Red Rooster plays a key role in helping young professionals feel at home in Aberdeen.
Thinking about Donald’s comment: we get people to retire here by offering them maybe slightly cheaper living that lets them stretch their accumulated wealth and easier traffic for older drivers to handle. We struggle to keep younger people because the wages we pay them don’t help clear their debts and build a big nest egg that gives them options. Our low wages make it harder to young professionals to consider moving to places where housing may cost more and saddles them with houses here that are harder to sell for prices that will help them move up in housing markets beyond our rural area.
I notice a twist here: to make Aberdeen inviting, we have to offer young professionals wages that will make it easier for them to move to other markets. We have to compete with that potential by making Aberdeen so awesome that more and more of those freer birds will say, “Even though I’m making enough money to move into bigger markets, I’m staying here.”

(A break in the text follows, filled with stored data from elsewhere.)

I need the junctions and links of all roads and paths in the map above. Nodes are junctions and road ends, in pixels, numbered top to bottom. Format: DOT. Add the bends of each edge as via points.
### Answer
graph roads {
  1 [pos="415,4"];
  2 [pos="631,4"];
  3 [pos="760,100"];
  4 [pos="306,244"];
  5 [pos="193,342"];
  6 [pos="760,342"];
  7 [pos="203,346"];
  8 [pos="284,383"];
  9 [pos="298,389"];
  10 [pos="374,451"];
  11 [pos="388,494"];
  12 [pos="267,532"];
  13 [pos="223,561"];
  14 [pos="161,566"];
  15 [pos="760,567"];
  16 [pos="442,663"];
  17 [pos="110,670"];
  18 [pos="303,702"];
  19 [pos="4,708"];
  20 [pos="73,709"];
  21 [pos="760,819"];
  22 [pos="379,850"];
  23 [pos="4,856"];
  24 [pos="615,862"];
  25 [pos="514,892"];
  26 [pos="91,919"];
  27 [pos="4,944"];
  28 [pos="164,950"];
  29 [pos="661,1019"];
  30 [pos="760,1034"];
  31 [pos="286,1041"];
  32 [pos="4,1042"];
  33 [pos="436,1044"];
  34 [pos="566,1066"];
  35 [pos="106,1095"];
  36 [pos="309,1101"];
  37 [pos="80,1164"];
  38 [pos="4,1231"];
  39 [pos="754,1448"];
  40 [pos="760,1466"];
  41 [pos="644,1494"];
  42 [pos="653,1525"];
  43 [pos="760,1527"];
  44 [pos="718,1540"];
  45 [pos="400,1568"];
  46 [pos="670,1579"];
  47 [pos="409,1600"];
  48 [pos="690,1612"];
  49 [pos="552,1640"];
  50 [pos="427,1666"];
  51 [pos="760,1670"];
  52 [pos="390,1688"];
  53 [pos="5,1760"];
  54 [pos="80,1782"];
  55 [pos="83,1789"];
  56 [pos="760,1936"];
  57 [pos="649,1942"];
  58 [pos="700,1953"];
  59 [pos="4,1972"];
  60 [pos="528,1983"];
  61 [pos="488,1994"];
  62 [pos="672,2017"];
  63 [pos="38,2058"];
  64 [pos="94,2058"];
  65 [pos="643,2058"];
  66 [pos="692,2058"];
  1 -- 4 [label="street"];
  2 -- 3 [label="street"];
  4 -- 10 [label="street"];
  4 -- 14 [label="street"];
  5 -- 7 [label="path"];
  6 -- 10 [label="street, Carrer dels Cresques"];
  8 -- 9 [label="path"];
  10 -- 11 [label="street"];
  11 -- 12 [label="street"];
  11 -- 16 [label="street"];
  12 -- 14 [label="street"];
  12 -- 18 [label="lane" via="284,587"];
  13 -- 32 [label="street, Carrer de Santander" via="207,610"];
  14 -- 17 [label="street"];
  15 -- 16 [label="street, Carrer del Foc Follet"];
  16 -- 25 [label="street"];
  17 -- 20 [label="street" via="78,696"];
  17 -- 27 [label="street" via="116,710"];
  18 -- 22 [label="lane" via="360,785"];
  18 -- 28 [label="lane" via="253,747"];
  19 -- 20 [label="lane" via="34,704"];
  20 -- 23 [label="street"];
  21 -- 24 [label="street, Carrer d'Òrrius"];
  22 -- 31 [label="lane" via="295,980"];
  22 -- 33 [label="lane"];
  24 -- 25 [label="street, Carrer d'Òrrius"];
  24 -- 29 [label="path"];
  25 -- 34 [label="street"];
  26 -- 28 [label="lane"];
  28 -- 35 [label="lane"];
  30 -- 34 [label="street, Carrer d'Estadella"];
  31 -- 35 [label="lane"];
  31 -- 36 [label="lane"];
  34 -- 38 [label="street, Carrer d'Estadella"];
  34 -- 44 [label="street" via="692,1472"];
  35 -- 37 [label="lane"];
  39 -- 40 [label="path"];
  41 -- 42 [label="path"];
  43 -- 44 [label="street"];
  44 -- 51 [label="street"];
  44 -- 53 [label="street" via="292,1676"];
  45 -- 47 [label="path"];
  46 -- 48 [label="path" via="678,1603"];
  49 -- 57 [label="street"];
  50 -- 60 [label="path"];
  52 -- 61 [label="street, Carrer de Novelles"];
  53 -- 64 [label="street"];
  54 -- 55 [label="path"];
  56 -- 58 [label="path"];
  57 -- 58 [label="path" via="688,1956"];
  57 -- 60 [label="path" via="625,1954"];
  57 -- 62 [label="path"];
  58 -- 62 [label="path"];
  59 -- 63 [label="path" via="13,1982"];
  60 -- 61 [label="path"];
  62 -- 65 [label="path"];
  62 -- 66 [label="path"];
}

In the meantime, it will be hard to convince young professionals to stick around for lower wages and fewer opportunities when, on top of that sacrifice, they have to put up with racist jerks like Al Novstrup and Pati Koeniguer.
The real, significant issues for 2020 that touch every aspect of every person, are:
1. Wealth accumulation by the 1%
2. Immediate action on global warming
SIMPLE HONEST MESSAGING
Cory, that’s the PROBLEM: the view of government officials, like Aberdeen Mayor-Elect Travis Schaunaman, when it comes to “blue-collar” working people. According to a 2014 article by VOX reporter Nick Carnes, Schaunaman and his views represent the majority in government today. Most government officials in our own state Legislature and U.S. Congress are wealthy and come from white-collar backgrounds, not blue-collar backgrounds. It’s disheartening to think that the minority white-collar people are the majority in Congress and many state legislatures rather than the majority of blue-collar people who make up most of the population in South Dakota and the United States. The working class is grossly underrepresented in state and national government. This why you get the dismissive views of Mayor Schaunaman toward “blue collar” workers. So, the majority of citizens in this country truly live under a system that represents the interests of the wealthy few and why socialism projects seem to be for their benefit. Socio-economic class REALLY does matter in government and which socio-economic class is mostly represented will lead to the policies and laws that tend to favor their views based on their backgrounds. As the article in VOX states by Nick Carnes:
“And it’s not just Congress. States where the legislature has more working-class members tend to spend larger percentages of their budgets on social safety net programs. Cities, too. Other scholars who have analyzed the differences between more and less affluent politicians have reached the same conclusions. Members with more personal wealth are more likely to oppose the estate tax. Members who are more privileged care less about reducing economic inequality. It really matters that we have such a white-collar government.” From: “The class war in American politics is over. The rich won.”
By Nick Carnes Sep 3, 2014
Until we get more blue collar people to represent us in our legislature and Congress, sadly and unfortunately, we are going to continue to have policies and laws that benefit the wealthy over the interests of the blue collar worker. Their interests are often not the same as our interests as we have seen for far too long, yet we make up the majority of the population.